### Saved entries
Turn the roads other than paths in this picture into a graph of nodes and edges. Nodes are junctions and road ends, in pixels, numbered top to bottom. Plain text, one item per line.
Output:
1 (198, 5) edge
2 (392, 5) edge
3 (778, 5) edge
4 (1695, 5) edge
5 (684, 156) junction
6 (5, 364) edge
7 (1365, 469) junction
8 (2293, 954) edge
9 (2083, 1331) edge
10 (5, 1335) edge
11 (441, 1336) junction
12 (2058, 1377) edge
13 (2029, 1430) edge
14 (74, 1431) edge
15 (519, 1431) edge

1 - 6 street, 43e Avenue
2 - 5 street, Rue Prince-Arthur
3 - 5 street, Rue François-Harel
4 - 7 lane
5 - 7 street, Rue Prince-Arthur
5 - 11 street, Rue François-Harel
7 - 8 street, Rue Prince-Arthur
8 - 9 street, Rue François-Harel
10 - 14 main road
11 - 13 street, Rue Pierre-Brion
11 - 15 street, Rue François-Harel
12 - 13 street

### REQUIRED WORK
In the answer, each line of the data must appear exactly as written.

### WORKED SOLUTION
Turn the roads other than paths in this picture into a graph of nodes and edges. Nodes are junctions and road ends, in pixels, numbered top to bottom. Plain text, one item per line.
Output:
1 (198, 5) edge
2 (392, 5) edge
3 (778, 5) edge
4 (1695, 5) edge
5 (684, 156) junction
6 (5, 364) edge
7 (1365, 469) junction
8 (2293, 954) edge
9 (2083, 1331) edge
10 (5, 1335) edge
11 (441, 1336) junction
12 (2058, 1377) edge
13 (2029, 1430) edge
14 (74, 1431) edge
15 (519, 1431) edge

1 - 6 street, 43e Avenue
2 - 5 street, Rue Prince-Arthur
3 - 5 street, Rue François-Harel
4 - 7 lane
5 - 7 street, Rue Prince-Arthur
5 - 11 street, Rue François-Harel
7 - 8 street, Rue Prince-Arthur
8 - 9 street, Rue François-Harel
10 - 14 main road
11 - 13 street, Rue Pierre-Brion
11 - 15 street, Rue François-Harel
12 - 13 street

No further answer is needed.